Yeah, but then don’t you have to go off and save the FP state? At least
with the original
MMX instruction set.
“Moreira, Alberto” wrote in message
news:xxxxx@ntdev…
>
> I thought that a loop using the SIMD instructions is faster ? Intel moves
16
> bytes at a time. Also, depending on how your program is structured, you
can
> take advantage of the prefetch instruction to avoid the cache misses.
>
> Alberto.
>
> -----Original Message-----
> From: Jeff Bromberger [mailto:xxxxx@inductionindustries.com]

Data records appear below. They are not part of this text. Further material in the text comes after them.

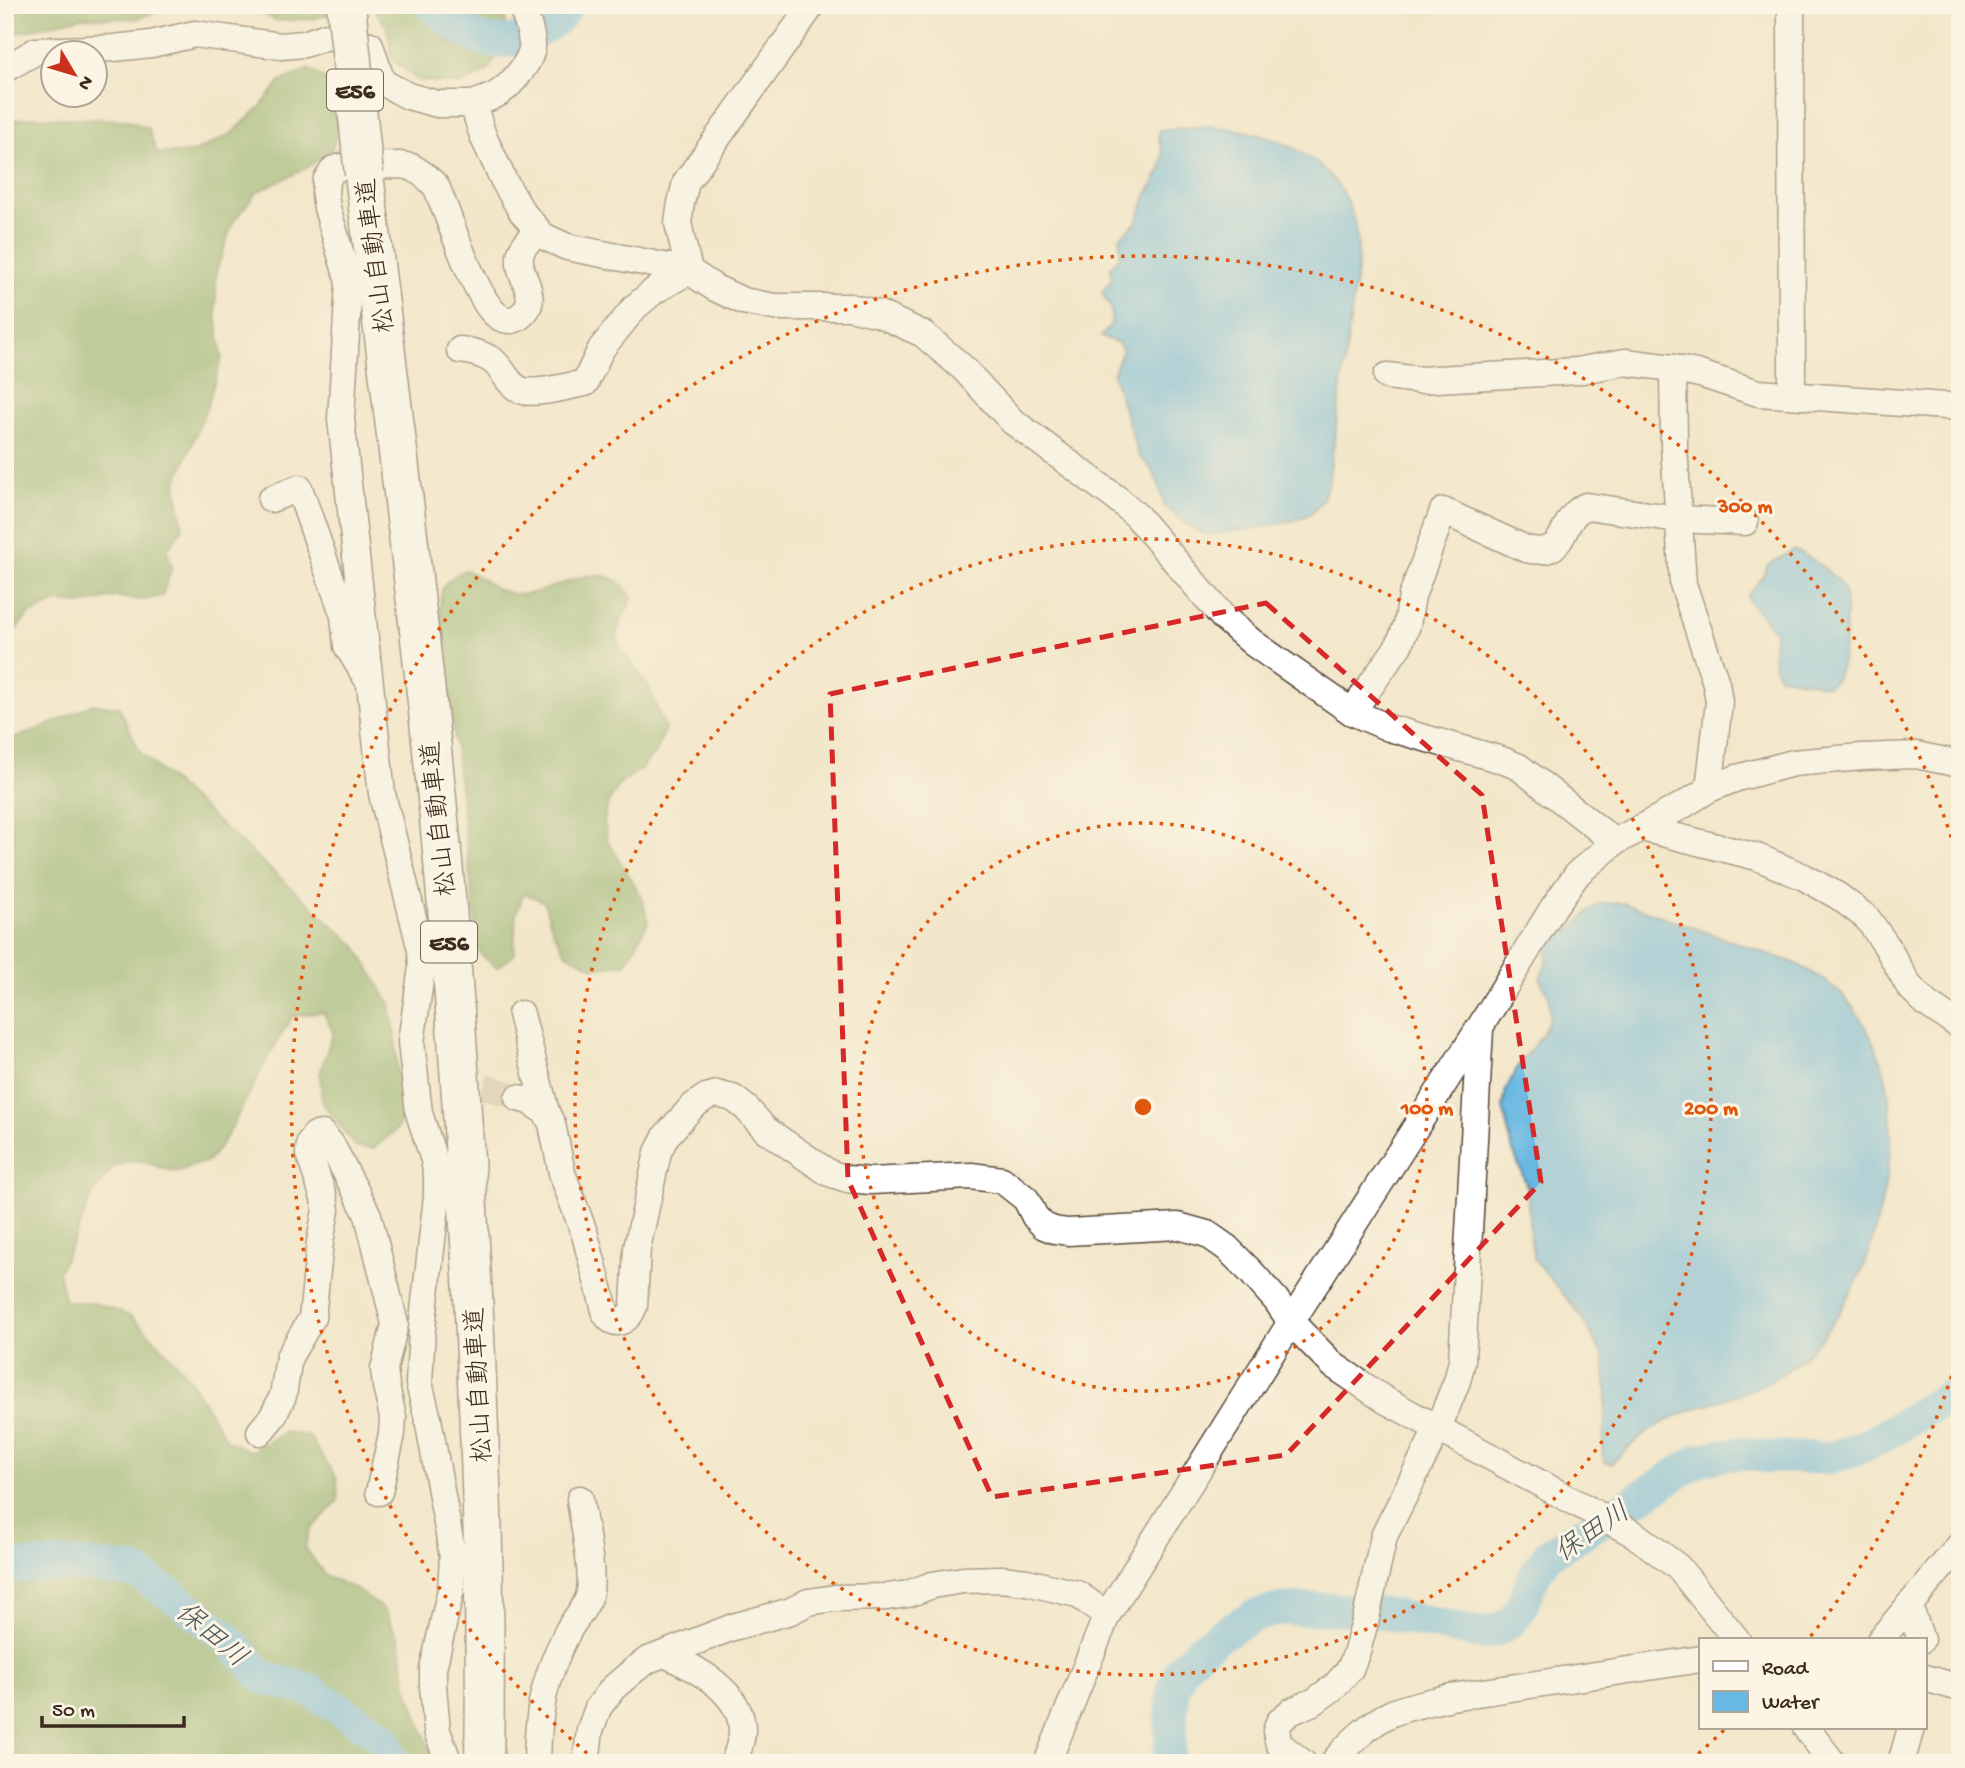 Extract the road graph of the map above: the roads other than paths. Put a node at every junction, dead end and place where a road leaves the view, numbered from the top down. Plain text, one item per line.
1 (346, 5) edge
2 (521, 5) edge
3 (812, 5) edge
4 (1791, 5) edge
5 (5, 69) edge
6 (473, 104) junction
7 (539, 232) junction
8 (689, 271) junction
9 (460, 350) dead end
10 (1674, 368) junction
11 (1387, 376) dead end
12 (1792, 395) junction
13 (1960, 407) edge
14 (271, 499) dead end
15 (1678, 519) junction
16 (1745, 522) dead end
17 (371, 685) junction
18 (1352, 712) junction
19 (1960, 764) edge
20 (1709, 789) junction
21 (1642, 828) junction
22 (1615, 842) junction
23 (521, 1014) dead end
24 (1960, 1026) edge
25 (1480, 1027) junction
26 (414, 1069) junction
27 (441, 1072) tunnel mouth
28 (519, 1098) tunnel mouth
29 (546, 1112) junction
30 (1291, 1322) junction
31 (391, 1345) junction
32 (419, 1383) junction
33 (1438, 1428) junction
34 (260, 1432) dead end
35 (379, 1492) dead end
36 (580, 1499) dead end
37 (1960, 1545) edge
38 (1909, 1605) junction
39 (1107, 1615) junction
40 (1735, 1638) edge
41 (1882, 1638) edge
42 (1920, 1638) edge
43 (665, 1654) junction
44 (1699, 1659) edge
45 (1926, 1675) edge
46 (1960, 1688) edge
47 (1808, 1730) edge
48 (1831, 1730) edge
49 (1910, 1730) edge
50 (1830, 1760) edge
51 (449, 1763) edge
52 (484, 1763) edge
53 (537, 1763) edge
54 (586, 1763) edge
55 (734, 1763) edge
56 (1048, 1763) edge
57 (1303, 1763) edge
58 (1333, 1763) edge
59 (1901, 1763) edge

1 - 52 highway, 松山自動車道 / E56, bridge
2 - 6 street
3 - 8 street
4 - 12 street
5 - 6 street
6 - 7 street
7 - 8 street
7 - 17 street
8 - 9 street
8 - 18 street
10 - 11 street
10 - 12 street
10 - 15 street
12 - 13 street
14 - 17 street
15 - 16 street
15 - 18 street
15 - 20 street
17 - 26 street
18 - 22 street
19 - 20 street
20 - 21 street
21 - 22 street
21 - 24 street
22 - 25 street
23 - 29 street
25 - 30 street
25 - 33 street
26 - 27 street
26 - 32 street
28 - 29 street
29 - 30 street
30 - 33 street
30 - 39 street
31 - 32 street
31 - 34 street
31 - 35 street
32 - 51 street
33 - 40 street
33 - 57 street
36 - 53 street
37 - 38 street
38 - 41 street
38 - 42 street
39 - 43 street
39 - 56 street
43 - 54 street
43 - 55 street
44 - 58 street
45 - 46 street
47 - 50 street
48 - 50 street
49 - 59 street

> Sent: Tuesday, July 02, 2002 1:57 PM
> To: NT Developers Interest List
> Subject: [ntdev] Re: Fast RtlCopyMemory
>
>
> ----- Original Message -----
> From: “Roddy, Mark”
> To: “NT Developers Interest List”
> Sent: Tuesday, July 02, 2002 11:55 AM
> Subject: [ntdev] Re: Fast RtlCopyMemory
>
>
> > Actually, if you know you are always going to do 1284-byte moves, then
it
> is
> > probably possible to optimize a private version of RtlCopyMemory for
this
> > case. My guess is however that the time saved will be nearly negligible.
> >
>
>
> you stand to save about 5 clock cycles at most the standard
instrinsic
> memcpy executes a “rep movsd” for however many 32-bit dwords there are…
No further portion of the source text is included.